If you withdraw image marketing consent, we will stop future use and remove the image from channels we control where practical. We may not be able to recall printed materials already produced, copies already shared by others, or content already indexed, cached or reposted by third-party platforms.

Your Rights

Subject to legal exceptions, you can ask to:

  • access the personal data we hold about you;
  • correct inaccurate or incomplete data;
  • erase data;
  • restrict how we use data;
  • receive a portable copy of data you provided;
  • object to processing based on legitimate interests;
  • withdraw consent at any time where processing is based on consent;
  • complain to the Information Commissioner's Office.

To exercise your rights, use the Contact Us page and mention that your message is a privacy or data request. We usually respond within one month. If a request is complex, we may need longer and will tell you why. We may need to verify your identity before acting on a request.

You can also complain to the ICO at https://ico.org.uk/make-a-complaint/.
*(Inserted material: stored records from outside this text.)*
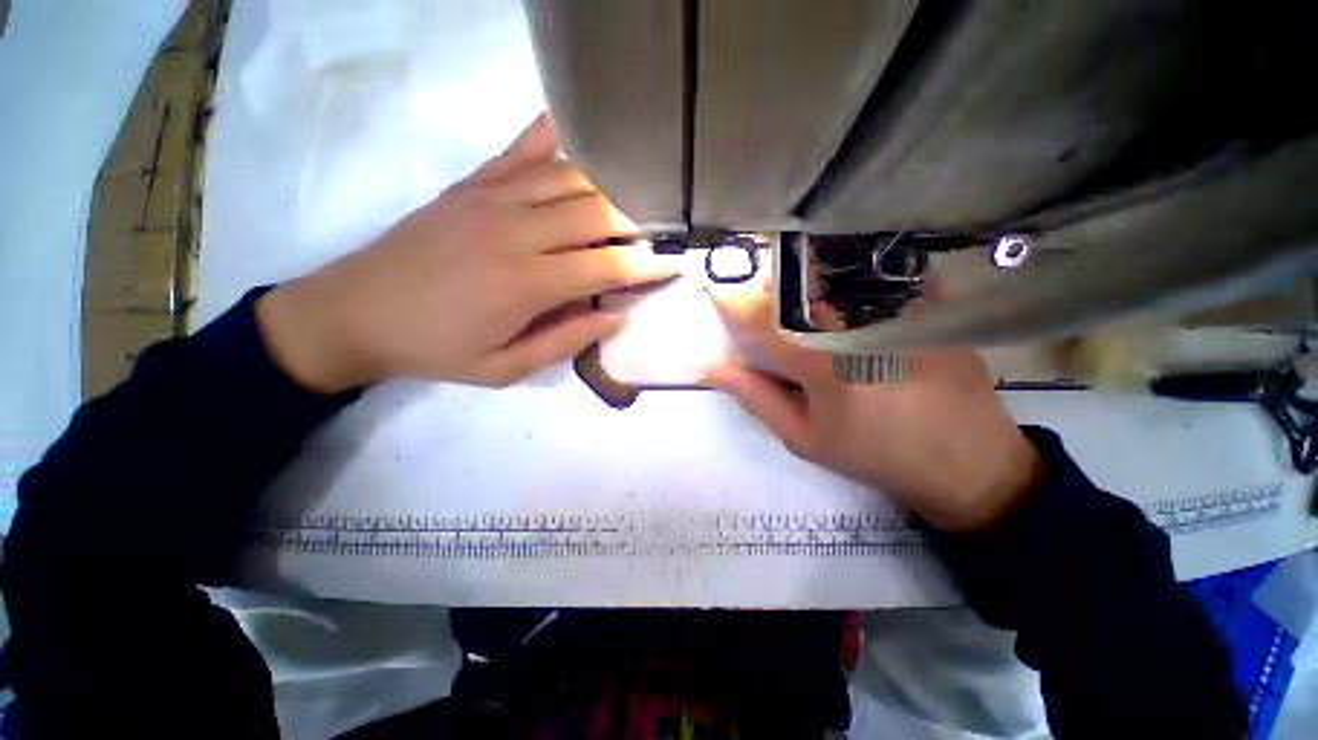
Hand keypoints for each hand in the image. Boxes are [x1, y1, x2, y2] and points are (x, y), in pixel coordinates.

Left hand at [256, 115, 678, 392]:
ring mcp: (492, 198)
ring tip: (637, 193)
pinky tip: (581, 131)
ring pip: (571, 177)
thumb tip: (614, 316)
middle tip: (661, 230)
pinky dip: (556, 136)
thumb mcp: (504, 368)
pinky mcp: (472, 183)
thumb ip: (564, 342)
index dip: (648, 266)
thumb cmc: (436, 348)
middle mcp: (516, 231)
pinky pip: (524, 149)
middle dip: (639, 220)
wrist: (355, 312)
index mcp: (526, 284)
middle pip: (597, 212)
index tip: (676, 264)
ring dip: (611, 183)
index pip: (607, 266)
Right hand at [704, 285, 1043, 532]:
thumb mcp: (803, 438)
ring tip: (808, 302)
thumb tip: (713, 369)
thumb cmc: (873, 454)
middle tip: (768, 305)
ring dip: (809, 280)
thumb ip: (756, 397)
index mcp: (824, 365)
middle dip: (773, 289)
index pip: (764, 319)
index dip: (735, 303)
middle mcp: (861, 327)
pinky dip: (856, 277)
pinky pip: (882, 274)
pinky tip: (853, 297)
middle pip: (801, 285)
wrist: (966, 463)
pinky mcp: (933, 306)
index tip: (719, 293)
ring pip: (838, 273)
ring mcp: (902, 310)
Deletion, Anonymisation And Legal Records

Where you request deletion, we may anonymise client/account data while keeping limited booking, payment, contract, invoice, audit and consent records required for accounting, legal claims, insurance, child safeguarding, fraud prevention or dispute handling. We also keep a record of consent withdrawal where needed to prove that your choice has been respected.

Security

We use role-based staff/admin access, secure authentication, passkeys where available, customer-only API tokens, audit logs, private storage for client uploads, signed/private image access where appropriate, limited public studio-address sharing and payment providers that keep full card details away from our servers. No internet system is completely risk-free, but we take proportionate steps to protect family and client data.

Automated Checks And AI

We do not make solely automated decisions that have legal or similarly significant effects on you. Some forms may use spam scoring, rate limits or Google reCAPTCHA where configured. Admin tools may use automation to surface messages, tasks, payment states, gallery states or recommended next actions, but staff remain responsible for client decisions and communication.

If AI assistance is configured for internal drafting or briefing, it is used to support staff work. It should not be treated as a final decision, legal advice, medical advice or a substitute for human review.

Updates

We review this policy as the website, app and studio tools change. If we make a material change, we will update this page and, where appropriate, bring the change to affected clients' attention.